Sudoku Solver

A project to create a Sudoku solver from images for educational purposes to explore themes of:

Puzzle Solving Algorithms
Computer Vision
Machine Learning

The Sudoku class can take images as an input and produce solved puzzles as an output. Output can be as a formatted string, dictionary or overlayed on the original image.

from Sudoku import Sudoku

example = Sudoku('data/images/grid/all/0.jpg')
example.show_completed()

Current Accuracy:

The best model and strategy (using raw classification) has achieved 99.2% success across 130 images (see data/images/grid/all). That's a single board failure with 0.05% failure rate on individual digits.

Modules/Folders

Sudoku: Main class that uses all of the modules to extract Sudoku boards from images and solve them. Has numerous display functions for viewing the output.
computer_vision: Module for image processing, used to identify extract the Sudoku grid from an image.
data
- best-model: The current best neural network, version controlled. All other models are ignored from version control for brevity.
- datasets: Pickle files with the image data stored as separated training and test sets. Version controlled so others can train equivalent models.
- images: Sudoku board photographs for training and testing. The full set is version controlled, but training/test splits are not. Also contains the individual digits that have been extracted and classified, but these are not version controlled.
- models: Tensorflow checkpoints of each type of model that was tested. These are not version controlled.
- puzzles: Sudoku puzzles in string format, for unit tests.
- run-history.xlsx: Record of previous runs for different models along with their performance in terms of speed and accuracy.
helper: Module tying a lot of the functionality together, providing functions to generate datasets for training and analysing performance over the image archive.
neural_net: Tensorflow module containing a convolutional neural network for digit recognition. Also has a helper class for creating usable input datasets from images.
solver: Puzzle solving module, broadly a reimplementation of Peter Norvig's solution, with additional functions for handling input and printing output.
tests: Unit tests for the project, including tests for puzzle solving, model training, digit recognition and board recognition.

Choosing a Classification Modes

config.ini contains a single parameter, Classification Mode, which determines which processing mode should be used to process and recognise the Sudoku grid from the image.

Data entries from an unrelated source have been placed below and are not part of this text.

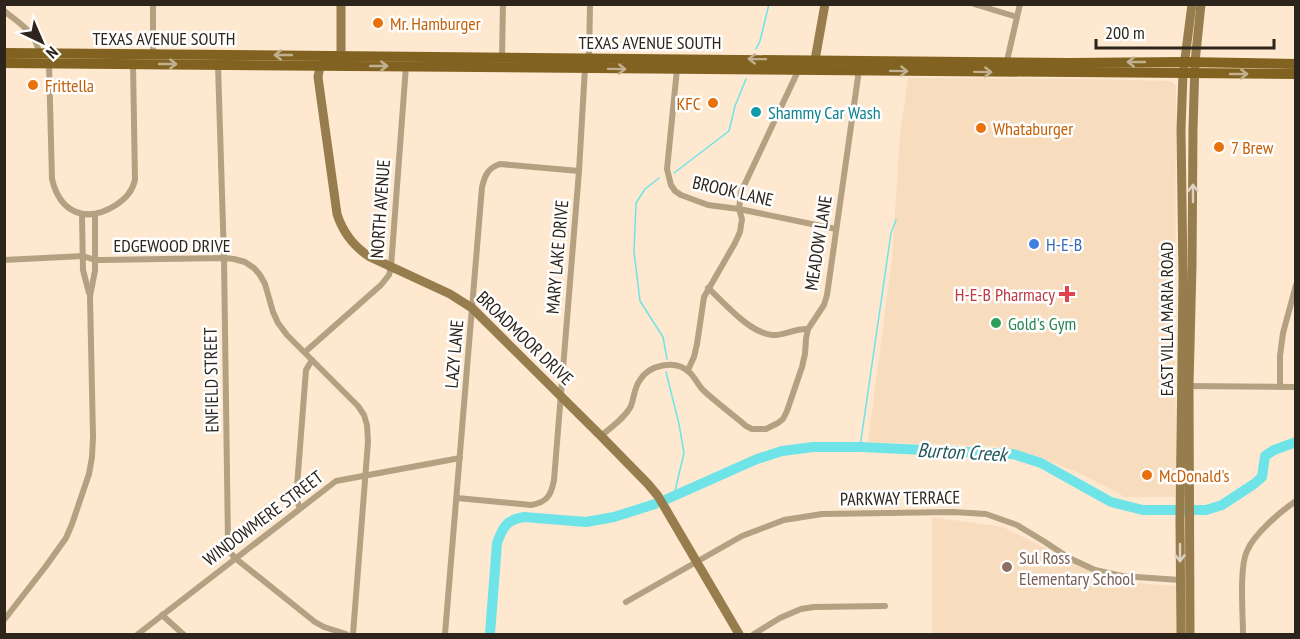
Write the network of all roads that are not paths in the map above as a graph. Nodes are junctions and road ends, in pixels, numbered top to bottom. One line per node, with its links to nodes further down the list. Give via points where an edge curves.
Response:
1 (153, 4): 15 (street)
2 (341, 4): 16 (street)
3 (502, 4): 17 (street)
4 (590, 4): 20 (street, MARY LAKE DRIVE)
5 (825, 4): 18 (street)
6 (974, 4): 11 (street)
7 (1020, 4): 11 (street)
8 (1192, 4): 28 (street, EAST VILLA MARIA ROAD)
9 (1201, 4): 28 (street, EAST VILLA MARIA ROAD)
10 (4, 11): 13 (street, via 31,33)
11 (1017, 17): 27 (street)
12 (4, 53): 13 (main road, TEXAS AVENUE SOUTH)
13 (39, 53): 14 (main road, TEXAS AVENUE SOUTH)
14 (112, 54): 15 (main road, TEXAS AVENUE SOUTH); 21 (main road, via 104,59 53,58)
15 (153, 54): 16 (main road, TEXAS AVENUE SOUTH, one-way to 15)
16 (341, 56): 17 (main road, TEXAS AVENUE SOUTH); 25 (street)
17 (502, 57): 20 (main road, TEXAS AVENUE SOUTH)
18 (815, 60): 20 (main road, TEXAS AVENUE SOUTH, one-way to 20); 27 (main road, TEXAS AVENUE SOUTH); 30 (street)
19 (4, 63): 21 (main road, TEXAS AVENUE SOUTH)
20 (587, 63): 26 (main road, TEXAS AVENUE SOUTH); 29 (main road, TEXAS AVENUE SOUTH, one-way to 29); 33 (street, MARY LAKE DRIVE)
21 (49, 64): 22 (main road, TEXAS AVENUE SOUTH); 36 (street, via 52,178 64,205)
22 (133, 64): 24 (main road, TEXAS AVENUE SOUTH, one-way to 24); 35 (street, via 135,180 129,195)
23 (1296, 64): 28 (main road, TEXAS AVENUE SOUTH)
24 (218, 65): 25 (main road, TEXAS AVENUE SOUTH); 40 (street, ENFIELD STREET)
25 (320, 66): 26 (main road, TEXAS AVENUE SOUTH, one-way to 26); 43 (street, BROADMOOR DRIVE, via 322,110 339,221 359,249)
26 (406, 66): 43 (street, NORTH AVENUE)
27 (1006, 67): 28 (main road, TEXAS AVENUE SOUTH); 31 (main road, TEXAS AVENUE SOUTH, one-way to 27)
28 (1189, 68): 32 (main road, TEXAS AVENUE SOUTH, one-way to 32); 52 (street, EAST VILLA MARIA ROAD, via 1181,129)
29 (677, 69): 30 (main road, TEXAS AVENUE SOUTH); 34 (street, BROOK LANE, via 667,169 671,185 693,201)
30 (798, 69): 31 (main road, TEXAS AVENUE SOUTH); 34 (street, via 746,179)
31 (859, 70): 38 (street, MEADOW LANE)
32 (1296, 74)
33 (579, 171): 47 (street, LAZY LANE, via 500,164 486,173); 55 (street, MARY LAKE DRIVE)
34 (739, 209): 38 (street, BROOK LANE); 45 (street, via 740,232)
35 (107, 210): 36 (street); 37 (street)
36 (89, 214): 37 (street); 39 (street)
37 (95, 228): 42 (street)
38 (837, 229): 48 (street, MEADOW LANE, via 824,305)
39 (83, 256): 41 (street, EDGEWOOD DRIVE); 42 (street, EDGEWOOD DRIVE); 46 (street)
40 (224, 258): 42 (street, EDGEWOOD DRIVE); 49 (street, EDGEWOOD DRIVE, via 254,268 265,284 278,323); 63 (street, ENFIELD STREET, via 228,544)
41 (4, 260)
42 (95, 260): 46 (street)
43 (391, 267): 47 (street, BROADMOOR DRIVE); 49 (street, NORTH AVENUE, via 381,285)
44 (1296, 285): 53 (street, via 1283,333)
45 (708, 288): 48 (street, via 737,317 763,333 774,335); 51 (street)
46 (90, 296): 69 (street, via 93,437 89,474 66,538)
47 (472, 308): 55 (street, BROADMOOR DRIVE); 57 (street, LAZY LANE)
48 (808, 328): 51 (street, MEADOW LANE, via 802,367 787,411 771,428 758,430 746,426 704,391)
49 (305, 352): 50 (street, EDGEWOOD DRIVE)
50 (312, 360): 58 (street, EDGEWOOD DRIVE, via 364,415 368,433); 61 (street, via 306,370 296,499)
51 (688, 370): 56 (street, via 671,365 651,368 639,380 628,410)
52 (1185, 386): 53 (street); 62 (street, EAST VILLA MARIA ROAD)
53 (1280, 387): 54 (street)
54 (1296, 387)
55 (561, 396): 56 (street, BROADMOOR DRIVE); 59 (street, MARY LAKE DRIVE, via 554,480 547,498 531,505)
56 (601, 436): 64 (street, BROADMOOR DRIVE, via 654,490)
57 (460, 458): 58 (street, WINDOWMERE STREET); 59 (street, LAZY LANE)
58 (366, 475): 61 (street, WINDOWMERE STREET, via 336,481); 73 (street, EDGEWOOD DRIVE)
59 (457, 498): 74 (street, LAZY LANE)
60 (1296, 501): 79 (street, via 1247,550 1243,563)
61 (300, 508): 63 (street, WINDOWMERE STREET)
62 (1185, 522): 65 (street, EAST VILLA MARIA ROAD, one-way to 65); 78 (street, EAST VILLA MARIA ROAD)
63 (235, 558): 68 (street, WINDOWMERE STREET); 72 (street, via 315,622)
64 (696, 562): 65 (street, PARKWAY TERRACE, via 742,536 784,520 822,514 966,512 986,514 1017,525 1095,570); 66 (street, PARKWAY TERRACE); 75 (street, BROADMOOR DRIVE)
65 (1180, 580): 77 (street, EAST VILLA MARIA ROAD)
66 (626, 602)
67 (885, 606): 76 (street, via 801,609)
68 (162, 615): 70 (street, WINDOWMERE STREET); 71 (street)
69 (4, 621)
70 (138, 634)
71 (183, 634)
72 (346, 634)
73 (353, 634)
74 (446, 634)
75 (739, 634)
76 (754, 634)
77 (1181, 634)
78 (1190, 634)
79 (1243, 634)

Note that they all use the same algorithm to actually solve the game, this only affects vision and recognition.

Example of config.ini:

[CLASSIFICATION]
Mode=raw

The classification mode will affect both the processing used on the image as well as the model used for training and recognition. These will need to match, otherwise the model will perform poorly. By default, the Sudoku method uses the model stored in data/best-model regardless of which classification mode it's none. You should pass a different model to the Sudoku constructor when changing classification modes:

import helper
from Sudoku import Sudoku

# helper.classification_mode()  will fetch the mode from config.ini. model.ckpt is the default name used in the training functions.
my_model = os.path.join('data', 'models', helper.classification_mode(), 'model.ckpt')
example = Sudoku('data/images/grid/all/0.jpg', model_path=my_model)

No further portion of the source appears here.